Giambiagi nota, em relação à China e à Índia, que a maioria das experiências de crescimento prolongado a altas taxas - os chamados "milagres" - está associada a níveis iniciais de renda per capita muito baixos. Nesta situação, ganhos muito simples de produtividade podem levar a altíssimas taxas de crescimento. Isso ocorre, por exemplo, quando camponeses da agricultura tradicional emigram em massa para a cidade, onde se empregam em atividades mais produtivas - o que ocorreu no Brasil em meados do século 20, e acontece hoje na China.

Uma exceção a esse padrão, para Giambiagi, é a Coréia que continua crescendo rapidamente, mesmo com renda per capita elevada. "Se quisermos ser como a Coréia, temos de agir como a Coréia, que está colhendo os benefícios de uma revolução educacional e de políticas corretas aplicadas por 40 anos", ele diz.

Para Amorim, do WestLB, um dos obstáculos a um crescimento mais acelerado do Brasil é "o setor público, que é grande e pesa demais sobre o setor privado, impedindo que o País possa crescer a um ritmo de 6% a 7%, como outras economias emergentes". José Alexandre Scheinkman, da Universidade de Princeton, aponta também as altíssimas taxas de juros reais do Brasil. "O Brasil está com muita pouca intermediação financeira, por causa deste longo período de taxas de juros altas, e o efeito desta política na inflação é relativamente pequeno", ele diz.

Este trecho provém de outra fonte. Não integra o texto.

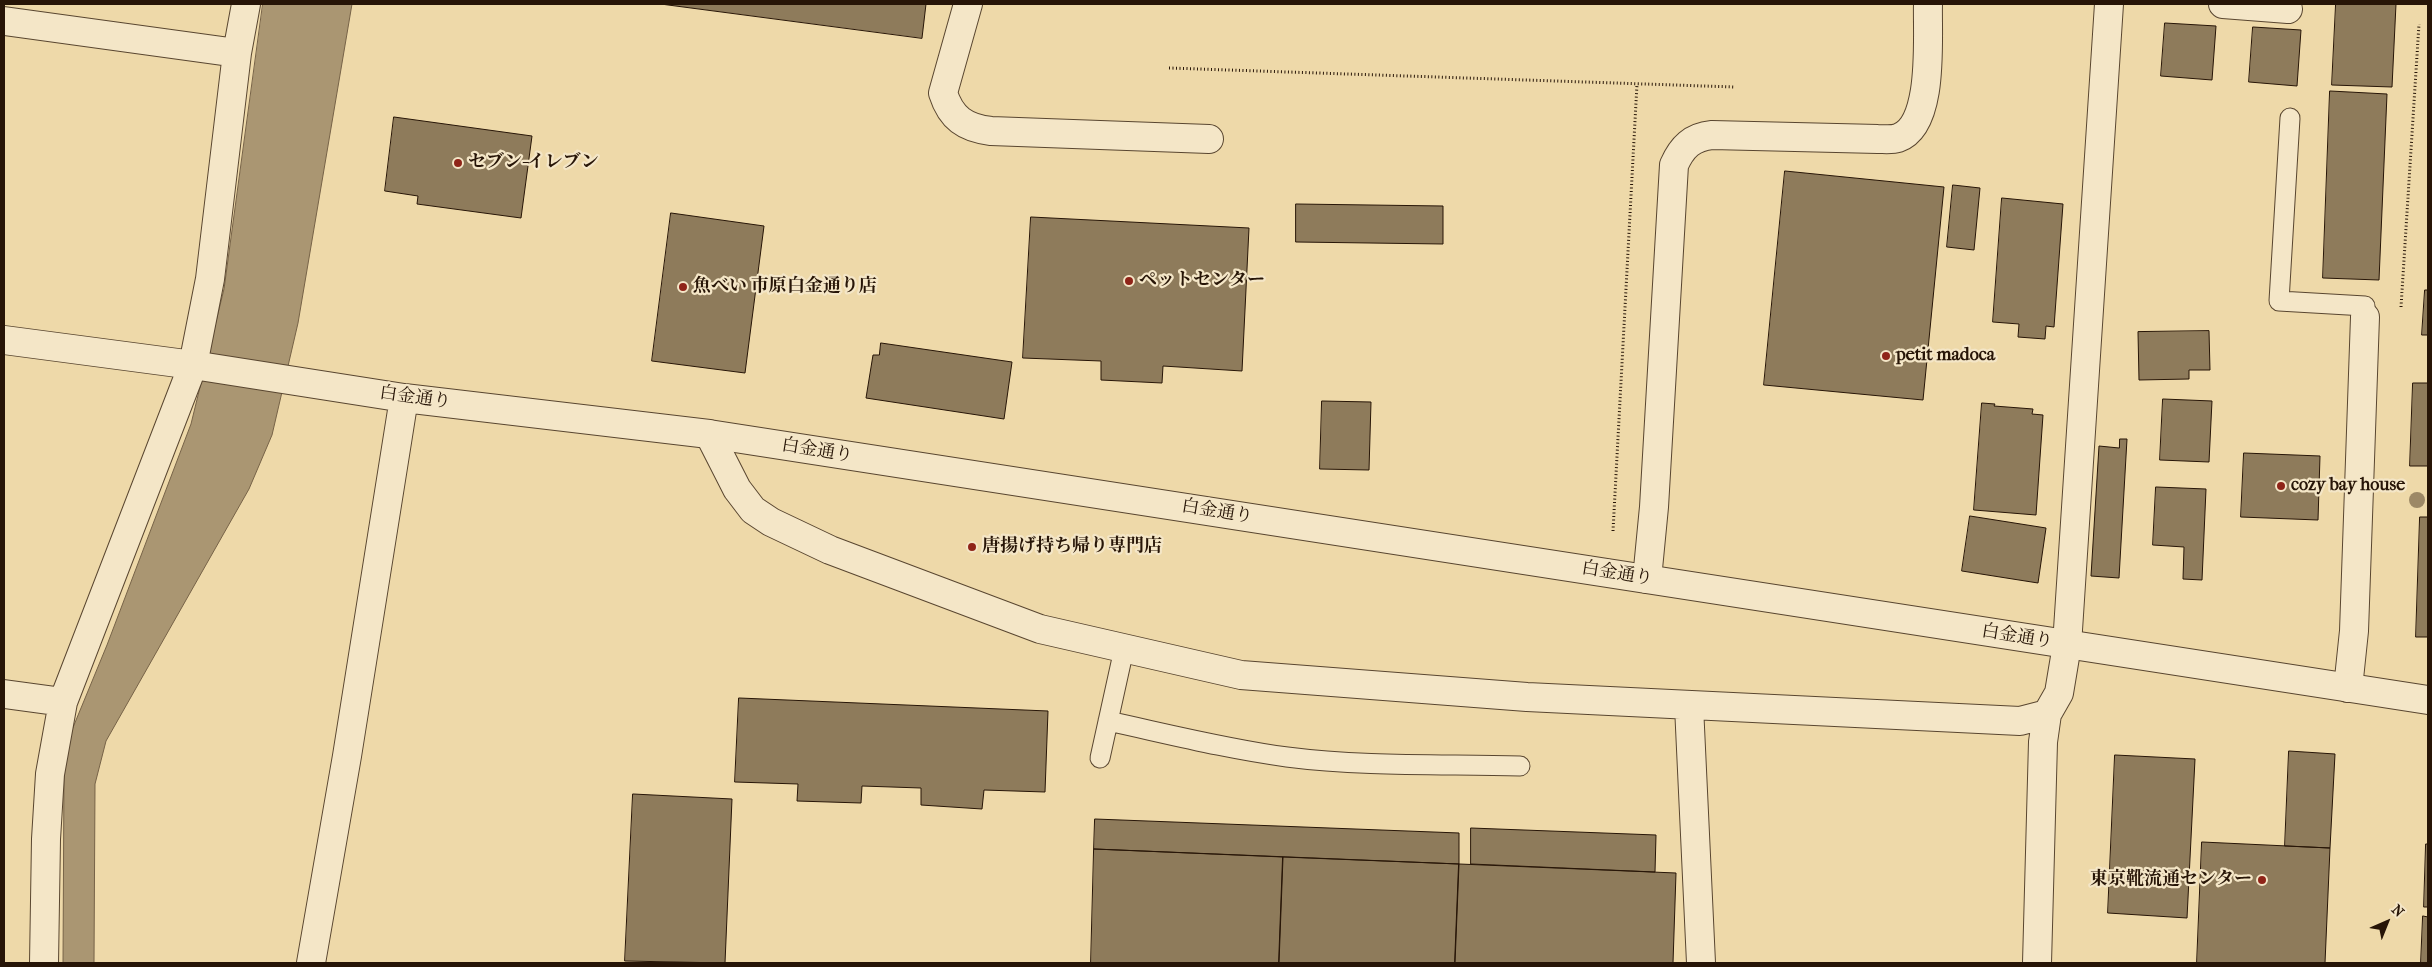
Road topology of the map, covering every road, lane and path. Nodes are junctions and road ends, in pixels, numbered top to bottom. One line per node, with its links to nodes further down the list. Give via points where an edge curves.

Luiz Gonzaga Belluzzo, professor da Unicamp, observa que, no século 20, o Brasil cresceu por várias décadas em ritmo superior ao da economia mundial, com taxas médias em torno de 7%. Ele acha que a década de 80 foi perdida por causa da crise da dívida externa, mas a de 90 foi desperdiçada por causa da política de câmbio valorizado e juros altos, uma combinação que deveria ser evitada no atual ciclo de expansão. "Somos os perdedores desta etapa, e só conseguimos crescer mais recentemente por causa da brutal demanda da China por nossas commoditties", diz Belluzzo.